Caso aparte merece la respuesta del Partido Popular, el primero de la oposición, a la crisis. En primer lugar hay que discernir dos posturas dentro de la formación: la de los líderes más pragmáticos y moderados, simbolizados por la mayor parte de los presidentes autonómicos del partido, que en general han mostrado una actitud de colaboración con el gobierno central no exenta de críticas, pero colaboración al fin y al cabo; y la de la cúpula central del partido, a las órdenes de José María Aznar y que en ningún momento ha querido siquiera dar la impresión del más mínimo apoyo a la gestión del gobierno de la nación. Sus críticas constantes (incluso previas a la toma de algunas decisiones), han llegado a rechazar una medida y su contraria, sin ofrecer absolutamente ninguna alternativa. Casado, siguiendo lo ideado por Aznar y secundado por Egea y Álvarez de Toledo, ha vuelto a la actitud de enfrentamiento total con el gobierno que tanto daño hizo a su partido y que hay que enmarcar en el enfrentamiento con Vox por el voto de la extrema derecha y en la lucha interna en la formación entre los líderes moderados (cuya cabeza más visible es el gallego Núñez Feijó) y los aznaristas más derechistas y recalcitrantes.

 

Por su parte Ciudadanos, fortísimamente castigado en las últimas elecciones, ha optado por ponerse al servicio del gobierno y apoyar su actuación. Arrimadas parece iniciar así su desenganche de Rivera y su vuelta a una posición de centro, cuyo abandono por posiciones casi de extrema derecha le costó a su partido la debacle electoral.

 

¿Y el gobierno? En el gobierno la descoordinación entre los dos partidos que lo componen, PSOE y Podemos, ha sido evidente. Los enfrentamientos internos han dado una pésima imagen, en especial al principio de la crisis y a propósito de la respuesta que había que dar a los gravísimos problemas sociales que la pandemia traía consigo.
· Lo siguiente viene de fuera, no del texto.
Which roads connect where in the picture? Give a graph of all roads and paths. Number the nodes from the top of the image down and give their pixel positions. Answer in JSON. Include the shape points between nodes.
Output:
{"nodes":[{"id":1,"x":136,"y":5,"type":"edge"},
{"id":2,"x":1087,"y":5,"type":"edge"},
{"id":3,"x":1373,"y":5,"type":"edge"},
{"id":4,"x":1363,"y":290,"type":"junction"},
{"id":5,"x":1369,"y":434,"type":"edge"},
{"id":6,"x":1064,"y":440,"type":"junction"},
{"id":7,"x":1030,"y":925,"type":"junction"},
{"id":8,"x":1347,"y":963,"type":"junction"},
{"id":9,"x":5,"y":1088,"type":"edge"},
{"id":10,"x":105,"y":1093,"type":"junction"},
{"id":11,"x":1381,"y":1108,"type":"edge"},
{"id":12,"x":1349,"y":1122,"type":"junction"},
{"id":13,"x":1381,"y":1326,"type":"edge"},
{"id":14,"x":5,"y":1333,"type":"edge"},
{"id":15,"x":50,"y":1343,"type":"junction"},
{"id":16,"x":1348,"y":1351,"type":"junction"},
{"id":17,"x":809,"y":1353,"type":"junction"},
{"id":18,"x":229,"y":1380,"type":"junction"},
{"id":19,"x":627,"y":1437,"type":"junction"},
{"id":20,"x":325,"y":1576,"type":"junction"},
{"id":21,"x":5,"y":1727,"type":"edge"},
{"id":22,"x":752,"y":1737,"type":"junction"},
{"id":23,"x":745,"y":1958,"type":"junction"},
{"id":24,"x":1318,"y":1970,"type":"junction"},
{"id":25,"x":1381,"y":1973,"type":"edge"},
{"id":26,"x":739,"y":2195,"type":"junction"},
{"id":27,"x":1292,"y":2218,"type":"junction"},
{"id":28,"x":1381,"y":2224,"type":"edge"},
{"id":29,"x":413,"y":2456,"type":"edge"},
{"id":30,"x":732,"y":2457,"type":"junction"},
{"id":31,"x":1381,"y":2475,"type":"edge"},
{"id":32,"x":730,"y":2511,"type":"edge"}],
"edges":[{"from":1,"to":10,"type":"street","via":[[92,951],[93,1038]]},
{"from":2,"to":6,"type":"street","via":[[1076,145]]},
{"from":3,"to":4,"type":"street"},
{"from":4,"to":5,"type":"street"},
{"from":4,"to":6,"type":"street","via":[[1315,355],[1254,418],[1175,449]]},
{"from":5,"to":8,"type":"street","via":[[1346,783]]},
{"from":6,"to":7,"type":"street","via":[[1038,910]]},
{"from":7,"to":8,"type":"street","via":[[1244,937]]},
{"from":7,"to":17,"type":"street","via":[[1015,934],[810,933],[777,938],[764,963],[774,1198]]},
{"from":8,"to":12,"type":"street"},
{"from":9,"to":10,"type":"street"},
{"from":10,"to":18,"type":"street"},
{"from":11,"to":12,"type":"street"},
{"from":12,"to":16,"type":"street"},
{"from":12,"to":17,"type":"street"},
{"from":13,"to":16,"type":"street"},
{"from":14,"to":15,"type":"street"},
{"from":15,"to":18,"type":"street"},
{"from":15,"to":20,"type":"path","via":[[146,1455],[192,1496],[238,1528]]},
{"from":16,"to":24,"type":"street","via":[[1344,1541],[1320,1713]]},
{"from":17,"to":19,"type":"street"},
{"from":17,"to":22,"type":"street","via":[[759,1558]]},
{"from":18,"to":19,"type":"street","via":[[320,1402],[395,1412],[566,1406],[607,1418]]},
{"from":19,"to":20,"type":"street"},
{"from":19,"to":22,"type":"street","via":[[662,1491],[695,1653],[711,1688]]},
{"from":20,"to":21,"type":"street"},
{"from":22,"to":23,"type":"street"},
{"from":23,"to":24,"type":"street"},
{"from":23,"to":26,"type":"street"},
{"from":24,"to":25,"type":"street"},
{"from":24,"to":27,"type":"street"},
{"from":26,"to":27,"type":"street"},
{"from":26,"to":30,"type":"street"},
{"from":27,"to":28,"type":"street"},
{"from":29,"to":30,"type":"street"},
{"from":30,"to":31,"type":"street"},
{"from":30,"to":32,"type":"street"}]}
Hay que destacar también la improvisación y la falta de medios (aunque habría que discutir quién es el culpable de esta escasez) para enfrentarse a la crisis. También puede criticarse una tardía reacción ante la pandemia, que puede deberse tanto a inercia política como a falta de información. Está por ver, ahora, cómo se diseña y ejecuta un plan de reconstrucción que, una vez más o menos controlada la pandemia, provocará sin duda roces entre los socios.

 

El hecho es que la clase política española, cuyo desprestigio antes de la crisis ya era enorme, está dando en buena parte un pésimo ejemplo que no tiene parangón en ningún otro país de nuestro entorno. Y muchos políticos demuestran abiertamente lo poco que les importa la salud, el bienestar y la vida de los españoles. Pero nosotros, los españoles, no somos tontos y tenemos memoria. Y sabremos distinguir en su momento quién hizo qué en este periodo tan grave de nuestra reciente historia, quién se preocupó realmente de nosotros. Y actuaremos, votaremos, en consecuencia.